=== Aim of the exercise ===
All entries need to be written out again exactly, without their pictures.

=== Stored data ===
━━━━
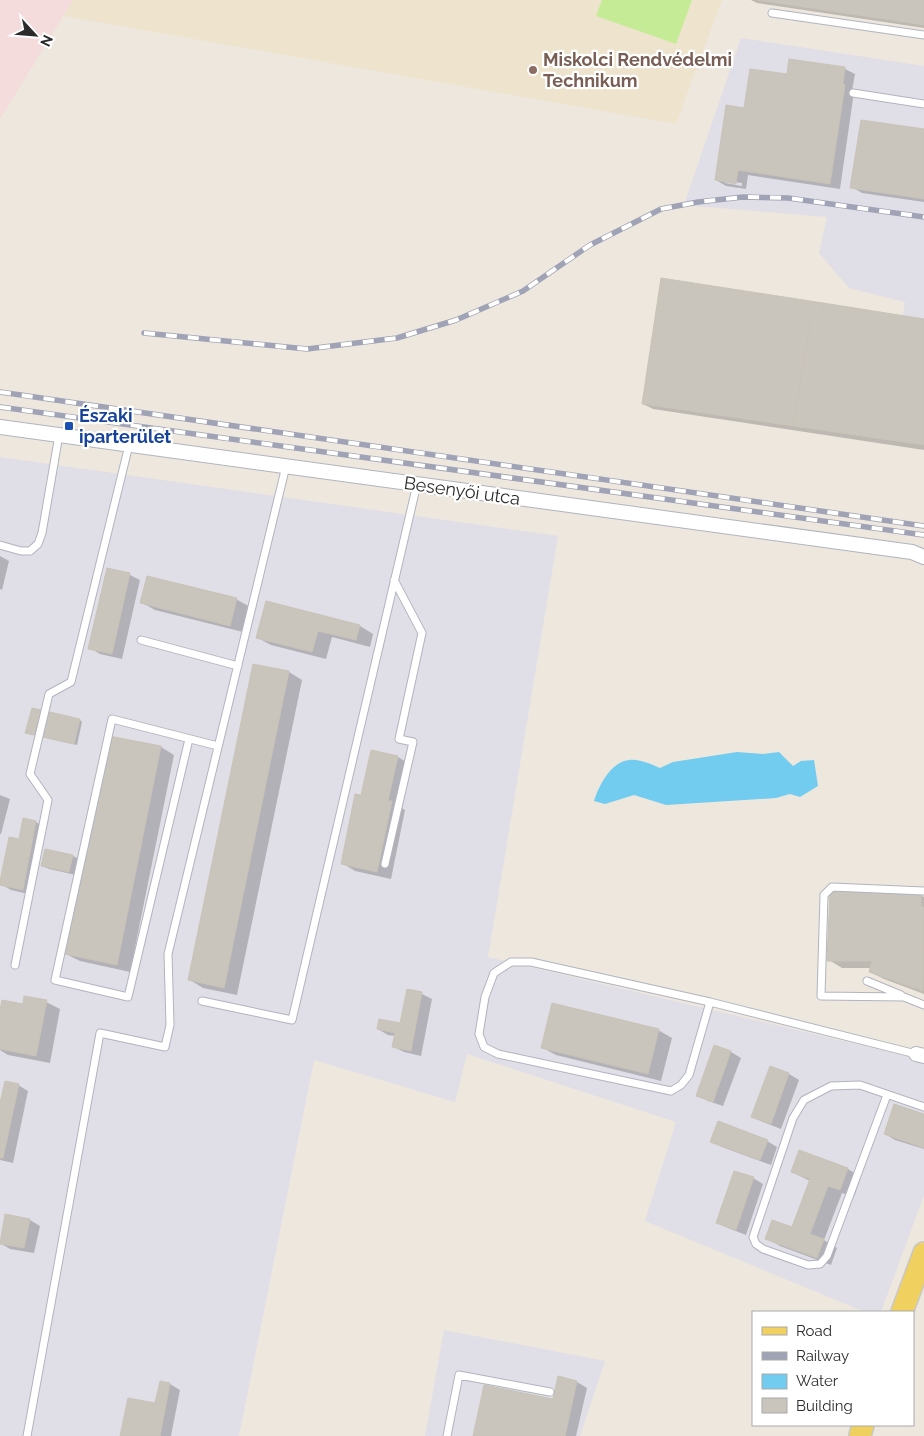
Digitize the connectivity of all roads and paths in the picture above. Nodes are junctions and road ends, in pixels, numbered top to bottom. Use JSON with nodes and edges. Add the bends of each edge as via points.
{"nodes":[{"id":1,"x":772,"y":13,"type":"dead end"},
{"id":2,"x":924,"y":35,"type":"edge"},
{"id":3,"x":853,"y":93,"type":"dead end"},
{"id":4,"x":924,"y":104,"type":"edge"},
{"id":5,"x":0,"y":426,"type":"edge"},
{"id":6,"x":59,"y":435,"type":"junction"},
{"id":7,"x":129,"y":445,"type":"junction"},
{"id":8,"x":286,"y":466,"type":"junction"},
{"id":9,"x":416,"y":484,"type":"junction"},
{"id":10,"x":0,"y":545,"type":"edge"},
{"id":11,"x":924,"y":557,"type":"edge"},
{"id":12,"x":394,"y":580,"type":"junction"},
{"id":13,"x":141,"y":640,"type":"dead end"},
{"id":14,"x":238,"y":666,"type":"junction"},
{"id":15,"x":189,"y":739,"type":"junction"},
{"id":16,"x":218,"y":746,"type":"junction"},
{"id":17,"x":384,"y":864,"type":"dead end"},
{"id":18,"x":924,"y":891,"type":"edge"},
{"id":19,"x":15,"y":964,"type":"dead end"},
{"id":20,"x":867,"y":980,"type":"dead end"},
{"id":21,"x":904,"y":997,"type":"junction"},
{"id":22,"x":202,"y":1001,"type":"dead end"},
{"id":23,"x":710,"y":1002,"type":"junction"},
{"id":24,"x":924,"y":1005,"type":"edge"},
{"id":25,"x":920,"y":1055,"type":"edge"},
{"id":26,"x":887,"y":1095,"type":"junction"},
{"id":27,"x":924,"y":1107,"type":"edge"},
{"id":28,"x":924,"y":1255,"type":"edge"},
{"id":29,"x":902,"y":1311,"type":"edge"},
{"id":30,"x":550,"y":1392,"type":"dead end"},
{"id":31,"x":27,"y":1436,"type":"edge"},
{"id":32,"x":447,"y":1436,"type":"edge"}],
"edges":[{"from":1,"to":2,"type":"lane"},
{"from":3,"to":4,"type":"lane"},
{"from":5,"to":6,"type":"street","name":"Besenyői utca"},
{"from":6,"to":7,"type":"street","name":"Besenyői utca"},
{"from":6,"to":10,"type":"lane","via":[[38,544],[30,551]]},
{"from":7,"to":8,"type":"street","name":"Besenyői utca"},
{"from":7,"to":19,"type":"lane","via":[[71,682],[49,694],[30,774],[48,800]]},
{"from":8,"to":9,"type":"street","name":"Besenyői utca"},
{"from":8,"to":14,"type":"lane"},
{"from":9,"to":11,"type":"street","name":"Besenyői utca","via":[[912,552]]},
{"from":9,"to":12,"type":"lane"},
{"from":12,"to":17,"type":"lane","via":[[422,633],[399,739],[413,742]]},
{"from":12,"to":22,"type":"lane","via":[[292,1020]]},
{"from":13,"to":14,"type":"lane"},
{"from":14,"to":16,"type":"lane"},
{"from":15,"to":15,"type":"lane","via":[[112,719],[55,980],[128,997]]},
{"from":15,"to":16,"type":"lane"},
{"from":16,"to":31,"type":"lane","via":[[168,954],[170,1025],[165,1047],[100,1033]]},
{"from":18,"to":21,"type":"lane","via":[[832,887],[824,895],[821,996]]},
{"from":20,"to":21,"type":"lane"},
{"from":21,"to":24,"type":"lane"},
{"from":23,"to":23,"type":"lane","via":[[531,962],[511,962],[494,973],[485,997],[479,1034],[484,1047],[498,1054],[671,1091],[682,1085],[689,1075]]},
{"from":23,"to":25,"type":"lane"},
{"from":26,"to":26,"type":"lane","via":[[860,1085],[831,1086],[804,1100],[794,1118],[753,1237],[756,1244],[808,1265],[820,1264],[827,1256]]},
{"from":26,"to":27,"type":"lane"},
{"from":28,"to":29,"type":"main road"},
{"from":30,"to":32,"type":"lane","via":[[460,1375]]}]}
━━━━
=== Task solution ===
Digitize the connectivity of all roads and paths in the picture above. Nodes are junctions and road ends, in pixels, numbered top to bottom. Use JSON with nodes and edges. Add the bends of each edge as via points.
{"nodes":[{"id":1,"x":772,"y":13,"type":"dead end"},
{"id":2,"x":924,"y":35,"type":"edge"},
{"id":3,"x":853,"y":93,"type":"dead end"},
{"id":4,"x":924,"y":104,"type":"edge"},
{"id":5,"x":0,"y":426,"type":"edge"},
{"id":6,"x":59,"y":435,"type":"junction"},
{"id":7,"x":129,"y":445,"type":"junction"},
{"id":8,"x":286,"y":466,"type":"junction"},
{"id":9,"x":416,"y":484,"type":"junction"},
{"id":10,"x":0,"y":545,"type":"edge"},
{"id":11,"x":924,"y":557,"type":"edge"},
{"id":12,"x":394,"y":580,"type":"junction"},
{"id":13,"x":141,"y":640,"type":"dead end"},
{"id":14,"x":238,"y":666,"type":"junction"},
{"id":15,"x":189,"y":739,"type":"junction"},
{"id":16,"x":218,"y":746,"type":"junction"},
{"id":17,"x":384,"y":864,"type":"dead end"},
{"id":18,"x":924,"y":891,"type":"edge"},
{"id":19,"x":15,"y":964,"type":"dead end"},
{"id":20,"x":867,"y":980,"type":"dead end"},
{"id":21,"x":904,"y":997,"type":"junction"},
{"id":22,"x":202,"y":1001,"type":"dead end"},
{"id":23,"x":710,"y":1002,"type":"junction"},
{"id":24,"x":924,"y":1005,"type":"edge"},
{"id":25,"x":920,"y":1055,"type":"edge"},
{"id":26,"x":887,"y":1095,"type":"junction"},
{"id":27,"x":924,"y":1107,"type":"edge"},
{"id":28,"x":924,"y":1255,"type":"edge"},
{"id":29,"x":902,"y":1311,"type":"edge"},
{"id":30,"x":550,"y":1392,"type":"dead end"},
{"id":31,"x":27,"y":1436,"type":"edge"},
{"id":32,"x":447,"y":1436,"type":"edge"}],
"edges":[{"from":1,"to":2,"type":"lane"},
{"from":3,"to":4,"type":"lane"},
{"from":5,"to":6,"type":"street","name":"Besenyői utca"},
{"from":6,"to":7,"type":"street","name":"Besenyői utca"},
{"from":6,"to":10,"type":"lane","via":[[38,544],[30,551]]},
{"from":7,"to":8,"type":"street","name":"Besenyői utca"},
{"from":7,"to":19,"type":"lane","via":[[71,682],[49,694],[30,774],[48,800]]},
{"from":8,"to":9,"type":"street","name":"Besenyői utca"},
{"from":8,"to":14,"type":"lane"},
{"from":9,"to":11,"type":"street","name":"Besenyői utca","via":[[912,552]]},
{"from":9,"to":12,"type":"lane"},
{"from":12,"to":17,"type":"lane","via":[[422,633],[399,739],[413,742]]},
{"from":12,"to":22,"type":"lane","via":[[292,1020]]},
{"from":13,"to":14,"type":"lane"},
{"from":14,"to":16,"type":"lane"},
{"from":15,"to":15,"type":"lane","via":[[112,719],[55,980],[128,997]]},
{"from":15,"to":16,"type":"lane"},
{"from":16,"to":31,"type":"lane","via":[[168,954],[170,1025],[165,1047],[100,1033]]},
{"from":18,"to":21,"type":"lane","via":[[832,887],[824,895],[821,996]]},
{"from":20,"to":21,"type":"lane"},
{"from":21,"to":24,"type":"lane"},
{"from":23,"to":23,"type":"lane","via":[[531,962],[511,962],[494,973],[485,997],[479,1034],[484,1047],[498,1054],[671,1091],[682,1085],[689,1075]]},
{"from":23,"to":25,"type":"lane"},
{"from":26,"to":26,"type":"lane","via":[[860,1085],[831,1086],[804,1100],[794,1118],[753,1237],[756,1244],[808,1265],[820,1264],[827,1256]]},
{"from":26,"to":27,"type":"lane"},
{"from":28,"to":29,"type":"main road"},
{"from":30,"to":32,"type":"lane","via":[[460,1375]]}]}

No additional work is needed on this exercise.